Про Веню иногда доходили до нее слухи. Знала, что жив-здоров, проверки в порту его обходят. Сам он на глаза ей не попадался, и она его тоже не искала — зачем старое ворошить? Только иногда увидит вдруг похожую фигуру — и екнет у нее сердце, забьется часто, и вспомнит она себя юную, глупую, счастливую, как пробирается с бутербродами к заветной землянке, торопится, бежит, и Веня, робкий, влюбленный, ждет ее у порога. И кажется, сон ей приснился, далекий, сказочный сон о жизни, которой никогда не было.

6

Он снова был один посреди огромного порта. Снежный заряд прошел. На заливе проступили огни. Маяк у Абрам-мыса подмигивал ему ярким глазом, словно призывал не принимать всерьез мелкие житейские неприятности. Каждый огонек был домом, внутри которого собирались люди, отделенные от него его временным неустройством. Завтра-послезавтра они снова станут своими, будут радушно встречать его, зазывать в гости. А пока он чужой для них. Человек под подозрением, и лучше с ним не связываться. Конечно, не все они готовы его заложить, но ему тоже нечего их провоцировать, будоражить покой и вносить разброд в их совесть. Если взялся сам нести крест, зачем же перекладывать груз на чужие плечи? Чем они виноваты? Они на своих местах, а положение это предписывает выполнять свои обязанности. Для них ведь неразрывно должно быть — место и совесть. А поэтому нечего ему шастать по порту в поисках «Пикши» либо другого какого пристанища, а забираться надо в свою берлогу и терпеливо ждать хорошей погоды.

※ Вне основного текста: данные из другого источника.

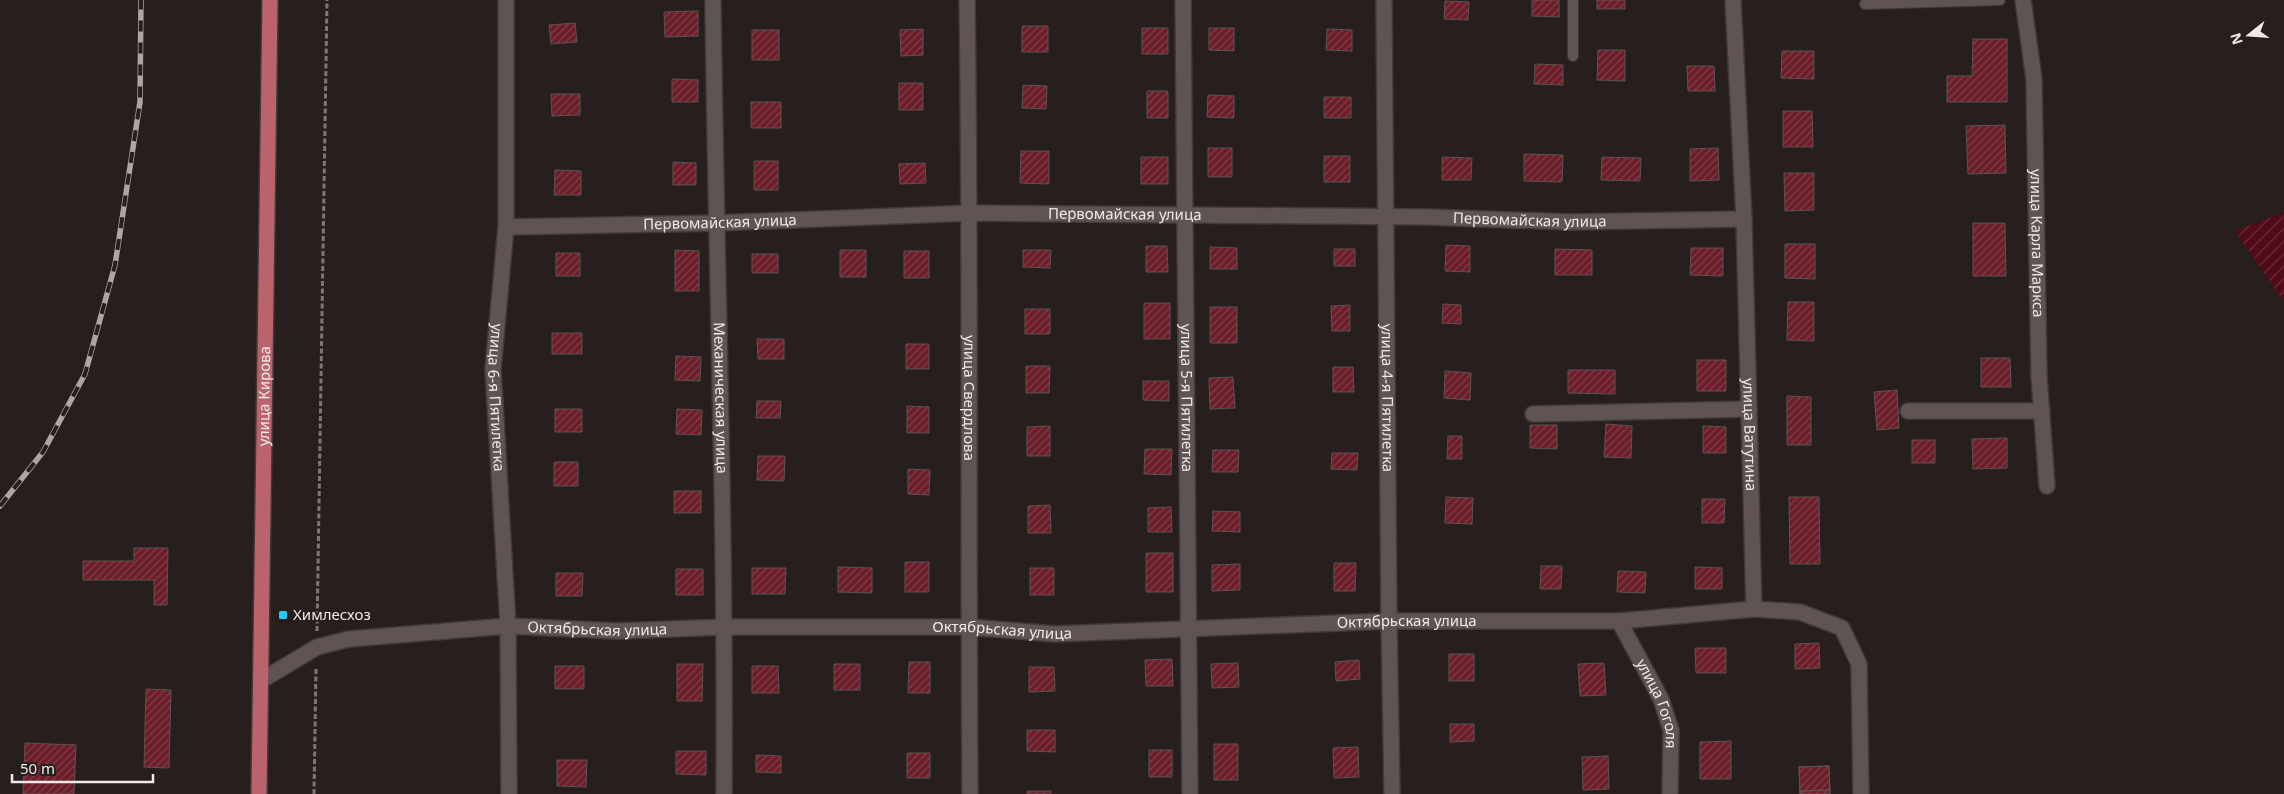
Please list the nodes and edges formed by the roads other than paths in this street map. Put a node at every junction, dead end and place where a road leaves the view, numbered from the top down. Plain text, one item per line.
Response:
1 (270, 0) edge
2 (506, 0) edge
3 (714, 0) edge
4 (968, 0) edge
5 (1183, 0) edge
6 (1384, 0) edge
7 (1573, 0) edge
8 (1733, 0) edge
9 (2000, 0) edge
10 (2023, 0) edge
11 (1865, 4) dead end
12 (1573, 56) dead end
13 (971, 213) junction
14 (1185, 214) junction
15 (1386, 217) junction
16 (1744, 219) junction
17 (716, 223) junction
18 (506, 227) junction
19 (1749, 409) junction
20 (1908, 411) dead end
21 (2042, 411) junction
22 (1533, 414) dead end
23 (2047, 486) dead end
24 (1754, 610) junction
25 (1619, 621) junction
26 (1389, 622) junction
27 (508, 626) junction
28 (725, 627) junction
29 (968, 627) junction
30 (1189, 630) junction
31 (262, 680) junction
32 (259, 794) edge
33 (509, 794) edge
34 (724, 794) edge
35 (970, 794) edge
36 (1190, 794) edge
37 (1392, 794) edge
38 (1670, 794) edge
39 (1861, 794) edge

1 - 31 main road, улица Кирова
2 - 18 street, улица 6-я Пятилетка
3 - 17 street, Механическая улица
4 - 13 street, улица Свердлова
5 - 14 street, улица 5-я Пятилетка
6 - 15 street, улица 4-я Пятилетка
7 - 12 lane
8 - 16 street, улица Ватутина
9 - 11 lane
10 - 21 street, улица Карла Маркса
13 - 14 street, Первомайская улица
13 - 17 street, Первомайская улица
13 - 29 street, улица Свердлова
14 - 15 street, Первомайская улица
14 - 30 street, улица 5-я Пятилетка
15 - 16 street, Первомайская улица
15 - 26 street, улица 4-я Пятилетка
16 - 19 street, улица Ватутина
17 - 18 street, Первомайская улица
17 - 28 street, Механическая улица
18 - 27 street, улица 6-я Пятилетка
19 - 22 street
19 - 24 street, улица Ватутина
20 - 21 street
21 - 23 street, улица Карла Маркса
24 - 25 street, Октябрьская улица
24 - 39 street
25 - 26 street, Октябрьская улица
25 - 38 street, улица Гоголя
26 - 30 street, Октябрьская улица
26 - 37 street, улица 4-я Пятилетка
27 - 28 street, Октябрьская улица
27 - 31 street, Октябрьская улица
27 - 33 street, улица 6-я Пятилетка
28 - 29 street, Октябрьская улица
28 - 34 street, Механическая улица
29 - 30 street, Октябрьская улица
29 - 35 street, улица Свердлова
30 - 36 street, улица 5-я Пятилетка
31 - 32 main road, улица Кирова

Веня не стал торопиться. Негоже суетиться «капитану порта» и терять свое достоинство. Недавняя физическая немощь не очень ему докучала, голова еще немного болела, но тяжесть из тела ушла, сухая легкая телогрейка хорошо сохраняла тепло, голода не было. Что еще надо? Можно и пройтись не спеша, поглядеть на жизнь-то родимую.

Рейдовые катера мирно покачивались на стоянке, терлись бортами, поскрипывали резиной кранцев. Третьим корпусом «Волна» стояла. В белой, недавно покрашенной рубке горел свет. Снаружи все суда размеры свои применьшают, не скажешь, что внутри и машинное отделение помещается, и два салона для пассажиров, и камбуз, и каюты для команды, в которых хорошо можно разместиться на диванчике и спокойно кимарить.

Так и делает, наверное, Ерофеич, причальный матрос, добрый его приятель. Не свиделся с ним Веня после отхода «Пикши». А надо бы. Как там жизнь в дальнейшем распорядится? Зайти, поздороваться, а может, и попрощаться — на всякий случай. Хороший он мужик, душевный, да шибко невезучий. На старом еще «Персее» попал в аварию, ногу ему придавило, с тех пор и устроился здесь. И дома непорядок, жена зашибает крепко, а сынишка болен, сухие ноги у него после полиомиелита.

Последний раз он встретил Ерофеича дней десять назад, стояли, разговаривали на причале, а тут «Волна» подошла, привезла команду с «Рубенса» — одного из тех больших пароходов, что ремонтируются в Голландии. Вещичек-то у них было — ого сколько! Одних картонных коробок на каждого штук по десять. Специальный автобус им под вещи выделили. Жены их с букетами на пирсе стояли, нарядные, душистые, сами как букет цветов. «Волна» причалила, и их благоверные по трапику — свежие, загорелые, сильные, сверкают глянцем обуви и заграничных этикеток. Объятия, поцелуи, улыбки. А потом вещички свои стали в автобус перетаскивать, и Ерофеич уж больно хватко им помогать бросился, аж взопрел бедолага. Веня, жалея Ерофеича, тоже подключился. Полчаса, наверное, так работали. А потом Веня слышит, как Ерофеич просит, сморщившись, как от зубной боли:

— Слышь, товарищ, у тебя нет резинки жевательной?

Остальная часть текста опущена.